My dad had dialed the water in over the previous dozen years, and we zoomed from spot to spot, catching fish upon arrival at nearly every place he had in mind. We caught trout where he said there'd be trout, found redfish where he said we'd catch redfish, and picked up flounder along stretches he said would hold them. There were points of land jutting from the marsh where both redfish and trout were stacked together. We caught fish on various plastics, suspending plugs, walk-the-dog topwaters, and Glass Minnows (more on those and the fishing HERE). We were fortunate enough to get into some hot trout action and to hook some brute redfish. I got to scratch an itch that had been festering for more than ten years, and even took a big red on a topwater bait for icing on the cake.

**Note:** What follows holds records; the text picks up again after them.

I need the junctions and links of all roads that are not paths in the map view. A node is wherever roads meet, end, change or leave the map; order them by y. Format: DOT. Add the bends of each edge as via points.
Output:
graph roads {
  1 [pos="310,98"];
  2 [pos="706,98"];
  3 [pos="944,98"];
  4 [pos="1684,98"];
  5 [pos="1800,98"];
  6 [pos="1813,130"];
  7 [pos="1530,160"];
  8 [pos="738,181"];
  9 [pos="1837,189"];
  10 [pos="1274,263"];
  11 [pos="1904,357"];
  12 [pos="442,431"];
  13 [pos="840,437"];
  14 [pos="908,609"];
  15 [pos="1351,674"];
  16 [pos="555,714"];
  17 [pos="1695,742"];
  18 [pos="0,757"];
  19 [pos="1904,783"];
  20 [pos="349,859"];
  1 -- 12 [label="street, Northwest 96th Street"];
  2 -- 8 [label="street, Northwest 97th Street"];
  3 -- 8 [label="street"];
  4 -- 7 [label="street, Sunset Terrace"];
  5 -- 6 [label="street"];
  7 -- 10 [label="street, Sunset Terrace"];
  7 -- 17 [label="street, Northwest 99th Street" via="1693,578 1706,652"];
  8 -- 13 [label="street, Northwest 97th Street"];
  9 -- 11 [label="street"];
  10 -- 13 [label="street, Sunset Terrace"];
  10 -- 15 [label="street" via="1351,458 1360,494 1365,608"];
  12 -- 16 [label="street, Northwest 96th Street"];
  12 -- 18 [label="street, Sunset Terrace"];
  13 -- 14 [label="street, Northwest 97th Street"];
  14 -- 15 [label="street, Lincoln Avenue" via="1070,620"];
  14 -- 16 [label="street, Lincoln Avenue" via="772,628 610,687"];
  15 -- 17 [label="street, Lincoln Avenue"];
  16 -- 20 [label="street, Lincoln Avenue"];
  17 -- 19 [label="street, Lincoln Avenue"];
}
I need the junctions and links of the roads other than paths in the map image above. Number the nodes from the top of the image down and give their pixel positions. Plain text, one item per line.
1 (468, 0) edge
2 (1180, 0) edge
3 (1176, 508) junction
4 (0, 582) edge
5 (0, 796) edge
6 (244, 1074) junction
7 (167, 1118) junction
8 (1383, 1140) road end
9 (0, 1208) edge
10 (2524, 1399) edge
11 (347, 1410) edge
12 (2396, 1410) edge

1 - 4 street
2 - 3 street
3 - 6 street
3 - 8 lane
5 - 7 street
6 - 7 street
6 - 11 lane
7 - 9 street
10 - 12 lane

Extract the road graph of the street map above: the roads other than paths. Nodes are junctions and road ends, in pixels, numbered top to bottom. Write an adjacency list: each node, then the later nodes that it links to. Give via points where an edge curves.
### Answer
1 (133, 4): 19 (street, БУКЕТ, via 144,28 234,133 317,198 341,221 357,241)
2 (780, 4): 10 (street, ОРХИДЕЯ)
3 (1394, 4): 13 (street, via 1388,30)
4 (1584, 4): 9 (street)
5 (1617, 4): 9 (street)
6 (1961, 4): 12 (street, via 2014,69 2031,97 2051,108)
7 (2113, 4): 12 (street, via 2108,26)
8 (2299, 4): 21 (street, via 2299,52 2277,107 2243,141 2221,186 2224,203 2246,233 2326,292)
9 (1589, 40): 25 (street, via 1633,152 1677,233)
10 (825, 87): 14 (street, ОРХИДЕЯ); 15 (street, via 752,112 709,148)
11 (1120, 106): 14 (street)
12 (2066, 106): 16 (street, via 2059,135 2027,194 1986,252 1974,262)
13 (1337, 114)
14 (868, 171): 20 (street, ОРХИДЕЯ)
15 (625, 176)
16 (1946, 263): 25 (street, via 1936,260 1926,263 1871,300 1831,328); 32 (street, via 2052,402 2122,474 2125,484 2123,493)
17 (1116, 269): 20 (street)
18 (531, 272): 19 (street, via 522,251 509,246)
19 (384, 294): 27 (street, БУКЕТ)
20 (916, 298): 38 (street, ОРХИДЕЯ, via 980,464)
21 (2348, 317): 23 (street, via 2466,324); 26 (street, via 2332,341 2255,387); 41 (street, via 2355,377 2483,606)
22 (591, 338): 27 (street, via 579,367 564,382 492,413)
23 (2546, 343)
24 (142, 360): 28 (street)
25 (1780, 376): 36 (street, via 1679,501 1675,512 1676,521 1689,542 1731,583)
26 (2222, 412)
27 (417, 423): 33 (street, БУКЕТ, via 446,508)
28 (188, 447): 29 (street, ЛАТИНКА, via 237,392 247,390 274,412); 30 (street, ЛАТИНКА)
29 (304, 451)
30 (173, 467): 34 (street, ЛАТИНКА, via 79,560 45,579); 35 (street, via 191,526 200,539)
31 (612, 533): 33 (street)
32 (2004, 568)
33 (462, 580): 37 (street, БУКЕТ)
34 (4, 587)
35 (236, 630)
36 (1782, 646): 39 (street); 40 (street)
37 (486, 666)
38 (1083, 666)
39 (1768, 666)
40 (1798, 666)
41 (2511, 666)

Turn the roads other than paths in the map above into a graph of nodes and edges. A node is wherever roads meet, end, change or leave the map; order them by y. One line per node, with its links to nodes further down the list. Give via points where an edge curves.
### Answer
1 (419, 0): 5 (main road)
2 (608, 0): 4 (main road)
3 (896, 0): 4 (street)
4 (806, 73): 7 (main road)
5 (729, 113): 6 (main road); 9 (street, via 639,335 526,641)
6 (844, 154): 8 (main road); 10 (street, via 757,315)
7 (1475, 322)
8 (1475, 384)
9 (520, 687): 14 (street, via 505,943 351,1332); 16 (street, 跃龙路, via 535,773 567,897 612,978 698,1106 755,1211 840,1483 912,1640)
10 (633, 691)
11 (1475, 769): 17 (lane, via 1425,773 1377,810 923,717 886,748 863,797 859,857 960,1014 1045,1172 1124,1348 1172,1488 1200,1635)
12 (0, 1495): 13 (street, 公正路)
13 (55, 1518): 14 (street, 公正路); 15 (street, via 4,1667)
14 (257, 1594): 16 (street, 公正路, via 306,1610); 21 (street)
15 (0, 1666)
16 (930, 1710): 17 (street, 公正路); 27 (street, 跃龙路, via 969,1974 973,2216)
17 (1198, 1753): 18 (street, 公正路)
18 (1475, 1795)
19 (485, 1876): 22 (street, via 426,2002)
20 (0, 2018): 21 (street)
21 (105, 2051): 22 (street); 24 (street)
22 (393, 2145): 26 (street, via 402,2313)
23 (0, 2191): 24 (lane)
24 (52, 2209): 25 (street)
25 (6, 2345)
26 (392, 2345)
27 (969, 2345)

Our final morning found us loading up the pick-up trucks and boats like gear-laden gypsy wagons. The trip was over - seven deer, a few hundred fish, and plenty of comradarie later. Six Allisons. Three generations. Five of us hadn't been in the same room together since my cousins were toddlers. Cooper was a new addition, and he'd heartily jumped in with both feet. The trip was long overdue, yet also timed very well. Throughout the days as my dad and uncle Ed reflected on previous trips, they realized they were having a hard time mentally separating one trip from another. Memories ran together. But I have a feeling this one will stand out in each of our minds and will be referred to fondly for years to come.